Tau is one of the few proteins in the body capable of becoming altered in ways that form harmful aggregates, capable of disrupting cell function or killing cells. Tau aggregation occurs in the aging brain, and particularly in the class of neurodegenerative conditions known as tauopathies. It is tau aggregation that is thought to cause widespread cell death in the late stages of Alzheimer's disease. Researchers here demonstrate a gene therapy approach to significantly reduce tau expression in the brain, a potential basis for long-lasting effects on Alzheimer's disease.
The microtubule-binding protein tau is a key player in Alzheimer's disease (AD) and frontotemporal dementia. The accumulation and aggregation of tau in the brain correlate with synaptic loss, neuronal loss, and cognitive decline. In patients with frontotemporal dementia, mutations in the tau gene, MAPT, lead to tau aggregation and cause widespread neurodegeneration. In addition to the neurotoxicity exerted by aggregated tau, soluble oligomeric forms of tau appear to be especially synaptotoxic.
Mice engineered to lack expression of MAPT have been shown to be protected against β-amyloid (Aβ)-induced synaptotoxicity, as well as against stress-induced and seizure-induced neuronal damage, and against learning and memory deficits resulting from traumatic brain injury. Moreover, reducing transgenic tau expression, even after tau has accumulated in mouse models of tauopathy, reverses the pathological effects of tau. These findings support the idea that the reduction of tau protein could be used as a therapeutic approach in AD or other tauopathies.
Translation of the neuroprotective effect of tau repression into a therapeutic approach for neurodegenerative diseases requires a treatment that reduces endogenous tau in the adult brain. We created a way to generate efficient, specific, and long-lasting down-regulation of the expression of endogenous tau by using a single viral administration: AAV encoding engineered zinc finger protein (ZFP) arrays that precisely target a short region of the genomic mouse MAPT sequence and down-regulate MAPT gene expression.

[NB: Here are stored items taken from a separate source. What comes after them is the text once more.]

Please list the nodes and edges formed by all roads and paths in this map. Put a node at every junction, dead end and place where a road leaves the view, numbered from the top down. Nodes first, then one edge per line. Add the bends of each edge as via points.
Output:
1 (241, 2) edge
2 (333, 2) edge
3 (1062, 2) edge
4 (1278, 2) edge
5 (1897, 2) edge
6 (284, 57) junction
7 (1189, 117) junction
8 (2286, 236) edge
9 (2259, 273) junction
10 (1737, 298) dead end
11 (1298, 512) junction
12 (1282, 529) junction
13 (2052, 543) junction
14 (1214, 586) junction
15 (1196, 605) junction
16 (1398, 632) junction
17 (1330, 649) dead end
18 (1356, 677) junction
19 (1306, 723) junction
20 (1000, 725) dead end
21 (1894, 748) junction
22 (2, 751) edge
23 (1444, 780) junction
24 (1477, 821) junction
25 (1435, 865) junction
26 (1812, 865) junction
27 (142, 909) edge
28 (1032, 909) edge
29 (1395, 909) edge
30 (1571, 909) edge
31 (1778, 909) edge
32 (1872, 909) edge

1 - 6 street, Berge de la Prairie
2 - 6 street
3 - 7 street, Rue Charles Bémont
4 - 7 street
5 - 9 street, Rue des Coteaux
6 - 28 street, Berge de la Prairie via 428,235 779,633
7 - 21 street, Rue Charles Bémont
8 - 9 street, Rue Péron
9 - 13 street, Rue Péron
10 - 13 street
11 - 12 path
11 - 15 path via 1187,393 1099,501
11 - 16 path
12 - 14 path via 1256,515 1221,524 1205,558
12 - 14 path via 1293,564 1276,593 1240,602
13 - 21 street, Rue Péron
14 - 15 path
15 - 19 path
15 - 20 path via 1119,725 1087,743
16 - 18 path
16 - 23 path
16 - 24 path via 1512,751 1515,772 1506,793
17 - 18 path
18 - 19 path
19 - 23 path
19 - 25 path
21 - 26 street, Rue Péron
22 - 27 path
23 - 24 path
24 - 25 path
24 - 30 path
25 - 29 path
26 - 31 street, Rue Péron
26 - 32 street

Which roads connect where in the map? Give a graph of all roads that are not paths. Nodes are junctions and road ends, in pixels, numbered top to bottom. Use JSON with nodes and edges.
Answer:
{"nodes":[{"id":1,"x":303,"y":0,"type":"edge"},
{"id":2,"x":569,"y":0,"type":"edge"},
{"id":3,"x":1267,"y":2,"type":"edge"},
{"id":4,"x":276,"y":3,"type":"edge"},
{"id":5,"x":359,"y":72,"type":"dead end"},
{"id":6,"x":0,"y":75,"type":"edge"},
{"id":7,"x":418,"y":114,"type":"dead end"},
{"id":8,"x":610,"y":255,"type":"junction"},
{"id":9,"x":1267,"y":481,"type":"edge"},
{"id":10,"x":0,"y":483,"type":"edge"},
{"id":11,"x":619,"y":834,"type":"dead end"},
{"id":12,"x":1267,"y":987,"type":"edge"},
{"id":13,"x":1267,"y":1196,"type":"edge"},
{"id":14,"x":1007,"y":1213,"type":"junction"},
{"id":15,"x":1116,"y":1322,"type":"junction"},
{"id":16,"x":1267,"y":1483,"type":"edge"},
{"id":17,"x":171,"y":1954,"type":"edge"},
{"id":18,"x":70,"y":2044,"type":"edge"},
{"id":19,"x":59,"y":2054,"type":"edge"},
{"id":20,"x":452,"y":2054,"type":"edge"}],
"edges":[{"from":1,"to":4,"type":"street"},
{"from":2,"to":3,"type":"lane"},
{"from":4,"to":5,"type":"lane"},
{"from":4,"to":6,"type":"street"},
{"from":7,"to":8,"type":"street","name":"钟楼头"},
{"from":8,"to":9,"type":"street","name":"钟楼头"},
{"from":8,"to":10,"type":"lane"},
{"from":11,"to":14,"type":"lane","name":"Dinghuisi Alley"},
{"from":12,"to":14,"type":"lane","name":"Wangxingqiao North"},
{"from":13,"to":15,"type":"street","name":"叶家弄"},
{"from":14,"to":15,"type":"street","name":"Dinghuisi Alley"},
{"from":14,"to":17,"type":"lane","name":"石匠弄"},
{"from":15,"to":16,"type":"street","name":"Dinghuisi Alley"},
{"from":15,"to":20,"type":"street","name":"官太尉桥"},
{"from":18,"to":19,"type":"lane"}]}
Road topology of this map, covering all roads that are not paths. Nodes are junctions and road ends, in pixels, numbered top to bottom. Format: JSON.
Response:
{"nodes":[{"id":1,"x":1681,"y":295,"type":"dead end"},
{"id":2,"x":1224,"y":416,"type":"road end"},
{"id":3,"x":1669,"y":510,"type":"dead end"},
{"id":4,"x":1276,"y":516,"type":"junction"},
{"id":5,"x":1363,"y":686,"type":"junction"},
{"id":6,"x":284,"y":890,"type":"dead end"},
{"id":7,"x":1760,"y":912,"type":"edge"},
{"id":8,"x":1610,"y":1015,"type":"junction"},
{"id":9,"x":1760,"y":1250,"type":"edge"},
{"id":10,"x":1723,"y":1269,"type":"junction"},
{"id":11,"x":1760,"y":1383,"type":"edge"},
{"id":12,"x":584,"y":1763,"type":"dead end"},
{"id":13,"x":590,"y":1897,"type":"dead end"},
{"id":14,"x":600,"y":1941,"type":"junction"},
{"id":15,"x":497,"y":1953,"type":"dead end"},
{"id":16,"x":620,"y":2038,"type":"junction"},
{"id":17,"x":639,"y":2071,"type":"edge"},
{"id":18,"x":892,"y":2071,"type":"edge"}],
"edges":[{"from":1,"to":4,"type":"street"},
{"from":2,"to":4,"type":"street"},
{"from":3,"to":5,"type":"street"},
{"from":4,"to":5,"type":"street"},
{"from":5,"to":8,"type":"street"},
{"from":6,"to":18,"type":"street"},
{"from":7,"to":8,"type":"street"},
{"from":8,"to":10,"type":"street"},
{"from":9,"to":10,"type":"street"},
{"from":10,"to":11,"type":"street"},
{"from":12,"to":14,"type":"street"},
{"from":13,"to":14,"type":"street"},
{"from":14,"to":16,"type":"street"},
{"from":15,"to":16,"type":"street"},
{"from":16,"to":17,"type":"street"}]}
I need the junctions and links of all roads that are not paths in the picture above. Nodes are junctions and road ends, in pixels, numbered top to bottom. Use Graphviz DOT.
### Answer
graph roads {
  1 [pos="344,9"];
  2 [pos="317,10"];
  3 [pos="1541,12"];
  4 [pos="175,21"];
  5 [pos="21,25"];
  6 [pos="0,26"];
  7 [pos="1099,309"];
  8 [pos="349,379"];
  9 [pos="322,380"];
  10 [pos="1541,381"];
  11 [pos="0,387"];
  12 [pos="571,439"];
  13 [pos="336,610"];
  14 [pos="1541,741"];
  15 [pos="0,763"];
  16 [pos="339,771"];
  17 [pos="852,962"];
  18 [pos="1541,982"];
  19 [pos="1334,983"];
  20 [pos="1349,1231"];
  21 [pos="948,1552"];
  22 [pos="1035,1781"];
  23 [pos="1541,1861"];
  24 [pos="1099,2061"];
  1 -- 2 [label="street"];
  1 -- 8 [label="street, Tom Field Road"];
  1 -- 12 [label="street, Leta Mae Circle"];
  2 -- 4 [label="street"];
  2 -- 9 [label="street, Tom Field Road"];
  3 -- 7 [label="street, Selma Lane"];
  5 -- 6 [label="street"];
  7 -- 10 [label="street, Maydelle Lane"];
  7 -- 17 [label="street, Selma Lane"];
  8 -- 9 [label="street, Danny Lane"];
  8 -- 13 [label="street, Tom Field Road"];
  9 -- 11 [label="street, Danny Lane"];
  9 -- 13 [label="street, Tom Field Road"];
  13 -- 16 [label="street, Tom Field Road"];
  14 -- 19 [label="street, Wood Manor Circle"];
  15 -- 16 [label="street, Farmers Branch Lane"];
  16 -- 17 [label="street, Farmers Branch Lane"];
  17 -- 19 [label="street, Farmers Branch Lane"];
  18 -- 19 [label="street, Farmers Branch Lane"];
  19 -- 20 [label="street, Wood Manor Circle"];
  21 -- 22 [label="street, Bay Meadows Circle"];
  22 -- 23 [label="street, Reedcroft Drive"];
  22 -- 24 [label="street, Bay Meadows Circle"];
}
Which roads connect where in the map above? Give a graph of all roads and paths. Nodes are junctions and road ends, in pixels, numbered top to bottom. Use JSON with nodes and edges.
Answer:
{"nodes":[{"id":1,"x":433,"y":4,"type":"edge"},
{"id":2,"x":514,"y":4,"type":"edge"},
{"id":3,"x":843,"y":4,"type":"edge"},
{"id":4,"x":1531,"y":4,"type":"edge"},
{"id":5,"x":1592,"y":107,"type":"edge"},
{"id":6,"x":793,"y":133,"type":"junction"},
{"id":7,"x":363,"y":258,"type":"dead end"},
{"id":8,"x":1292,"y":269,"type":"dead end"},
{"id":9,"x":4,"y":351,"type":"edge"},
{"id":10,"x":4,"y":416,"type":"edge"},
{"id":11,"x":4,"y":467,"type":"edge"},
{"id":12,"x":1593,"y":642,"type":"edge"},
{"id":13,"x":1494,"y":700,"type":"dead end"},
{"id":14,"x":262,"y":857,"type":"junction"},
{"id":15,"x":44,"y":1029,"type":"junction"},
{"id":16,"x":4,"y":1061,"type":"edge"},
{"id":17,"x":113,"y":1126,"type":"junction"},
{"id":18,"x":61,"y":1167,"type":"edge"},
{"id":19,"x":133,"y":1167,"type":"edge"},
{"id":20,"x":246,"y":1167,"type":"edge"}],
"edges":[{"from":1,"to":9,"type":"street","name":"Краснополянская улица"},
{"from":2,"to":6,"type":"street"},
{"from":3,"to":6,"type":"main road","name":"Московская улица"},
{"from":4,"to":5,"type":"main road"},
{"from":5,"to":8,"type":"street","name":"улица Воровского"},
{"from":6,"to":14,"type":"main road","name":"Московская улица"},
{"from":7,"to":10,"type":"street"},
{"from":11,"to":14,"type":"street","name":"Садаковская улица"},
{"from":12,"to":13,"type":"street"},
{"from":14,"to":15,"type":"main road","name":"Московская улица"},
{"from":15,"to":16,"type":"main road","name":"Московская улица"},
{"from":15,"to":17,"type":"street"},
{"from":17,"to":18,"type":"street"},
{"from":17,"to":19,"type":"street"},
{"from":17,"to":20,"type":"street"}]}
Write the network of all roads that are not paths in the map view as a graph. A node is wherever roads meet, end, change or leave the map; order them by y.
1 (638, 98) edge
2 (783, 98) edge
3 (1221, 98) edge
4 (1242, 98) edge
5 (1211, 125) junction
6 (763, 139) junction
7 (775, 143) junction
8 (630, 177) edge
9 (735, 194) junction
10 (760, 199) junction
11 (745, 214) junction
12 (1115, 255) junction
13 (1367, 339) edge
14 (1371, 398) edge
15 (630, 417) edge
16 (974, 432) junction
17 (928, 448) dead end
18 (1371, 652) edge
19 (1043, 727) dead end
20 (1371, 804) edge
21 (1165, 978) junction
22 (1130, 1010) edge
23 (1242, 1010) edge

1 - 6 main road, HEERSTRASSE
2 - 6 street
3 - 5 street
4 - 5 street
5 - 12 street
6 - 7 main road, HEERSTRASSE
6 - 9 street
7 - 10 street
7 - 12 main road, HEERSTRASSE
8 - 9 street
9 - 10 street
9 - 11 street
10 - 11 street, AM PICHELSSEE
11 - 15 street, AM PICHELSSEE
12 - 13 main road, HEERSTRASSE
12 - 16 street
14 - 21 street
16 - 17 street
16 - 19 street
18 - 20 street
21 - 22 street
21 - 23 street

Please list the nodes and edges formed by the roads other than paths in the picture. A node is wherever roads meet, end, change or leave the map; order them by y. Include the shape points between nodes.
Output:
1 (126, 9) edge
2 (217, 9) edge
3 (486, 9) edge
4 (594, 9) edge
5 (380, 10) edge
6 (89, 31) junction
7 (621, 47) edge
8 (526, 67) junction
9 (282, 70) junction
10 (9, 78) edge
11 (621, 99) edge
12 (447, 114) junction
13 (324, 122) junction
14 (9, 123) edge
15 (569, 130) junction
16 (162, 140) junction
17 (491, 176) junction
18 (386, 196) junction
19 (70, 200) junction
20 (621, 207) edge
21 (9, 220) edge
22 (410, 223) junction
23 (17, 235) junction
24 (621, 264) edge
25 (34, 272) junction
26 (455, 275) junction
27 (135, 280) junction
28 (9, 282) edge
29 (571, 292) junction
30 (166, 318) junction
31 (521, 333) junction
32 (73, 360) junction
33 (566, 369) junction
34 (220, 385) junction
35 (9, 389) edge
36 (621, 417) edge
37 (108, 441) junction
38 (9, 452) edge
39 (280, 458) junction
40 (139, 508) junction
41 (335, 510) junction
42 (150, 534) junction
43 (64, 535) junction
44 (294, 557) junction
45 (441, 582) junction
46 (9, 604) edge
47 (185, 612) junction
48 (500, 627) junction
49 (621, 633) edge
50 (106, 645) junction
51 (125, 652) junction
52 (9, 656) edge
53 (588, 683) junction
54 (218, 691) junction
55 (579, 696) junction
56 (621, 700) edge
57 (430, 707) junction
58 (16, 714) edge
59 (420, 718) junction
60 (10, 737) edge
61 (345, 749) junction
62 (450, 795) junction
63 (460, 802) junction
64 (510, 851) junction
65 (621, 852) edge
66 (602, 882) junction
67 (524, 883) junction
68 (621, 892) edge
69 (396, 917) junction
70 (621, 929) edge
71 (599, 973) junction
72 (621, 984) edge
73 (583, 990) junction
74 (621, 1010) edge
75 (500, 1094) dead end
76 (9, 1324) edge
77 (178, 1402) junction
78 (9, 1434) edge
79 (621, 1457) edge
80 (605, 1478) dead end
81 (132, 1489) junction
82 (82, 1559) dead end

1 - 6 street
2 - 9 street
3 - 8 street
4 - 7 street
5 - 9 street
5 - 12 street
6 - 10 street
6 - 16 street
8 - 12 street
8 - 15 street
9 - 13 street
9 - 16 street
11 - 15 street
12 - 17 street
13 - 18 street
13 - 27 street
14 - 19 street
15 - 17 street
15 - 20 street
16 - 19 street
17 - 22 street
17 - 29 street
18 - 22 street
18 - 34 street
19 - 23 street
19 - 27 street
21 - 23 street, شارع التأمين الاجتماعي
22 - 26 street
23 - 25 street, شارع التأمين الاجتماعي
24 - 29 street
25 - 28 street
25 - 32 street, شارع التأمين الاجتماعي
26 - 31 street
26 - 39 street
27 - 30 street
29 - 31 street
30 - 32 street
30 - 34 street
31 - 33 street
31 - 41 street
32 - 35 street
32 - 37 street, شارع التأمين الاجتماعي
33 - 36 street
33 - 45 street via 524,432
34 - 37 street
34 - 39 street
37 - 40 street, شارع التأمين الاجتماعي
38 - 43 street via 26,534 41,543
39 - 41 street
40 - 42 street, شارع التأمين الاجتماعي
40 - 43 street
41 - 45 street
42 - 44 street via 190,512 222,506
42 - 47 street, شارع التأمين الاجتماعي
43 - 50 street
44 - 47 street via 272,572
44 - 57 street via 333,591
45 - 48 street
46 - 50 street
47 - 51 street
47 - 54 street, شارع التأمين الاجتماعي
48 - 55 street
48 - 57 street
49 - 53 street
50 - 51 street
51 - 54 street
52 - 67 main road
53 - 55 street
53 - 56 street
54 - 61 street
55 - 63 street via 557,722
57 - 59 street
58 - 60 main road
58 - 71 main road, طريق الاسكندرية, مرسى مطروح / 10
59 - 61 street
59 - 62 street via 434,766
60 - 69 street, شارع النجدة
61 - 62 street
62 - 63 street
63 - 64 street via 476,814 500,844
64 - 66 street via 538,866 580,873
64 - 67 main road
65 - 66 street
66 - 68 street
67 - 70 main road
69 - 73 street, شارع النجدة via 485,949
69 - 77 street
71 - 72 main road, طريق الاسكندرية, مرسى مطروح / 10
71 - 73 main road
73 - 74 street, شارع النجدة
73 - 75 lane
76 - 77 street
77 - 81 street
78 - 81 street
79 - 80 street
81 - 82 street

Using different AAV serotypes, we were able to reduce tau locally in the hippocampus - a brain region that is specifically affected by tau pathology in neurodegenerative diseases - through intracranial injections of AAV9 or brain-wide through intravenous delivery of blood-brain barrier-crossing AAV-PHP.B. In both cases, a single AAV administration was sufficient to repress tau mRNA and all isoforms of the protein by 50 to 80% in the brain and for as long as we carried out the study - nearly 1 year - following the treatment.
Furthermore, we performed proof-of-principle experiments for the use of tau-targeted ZFP-TFs to treat neurodegeneration in a mouse model in vivo: The repression of endogenous tau appeared to protect neurons from toxicity in mice with AD-like Aβ pathology (APP/PS1 mice). Tau repression by ZFP-TFs reduced amyloid plaque-associated neuritic dystrophies, which are a tau-dependent pathological hallmark in these mice.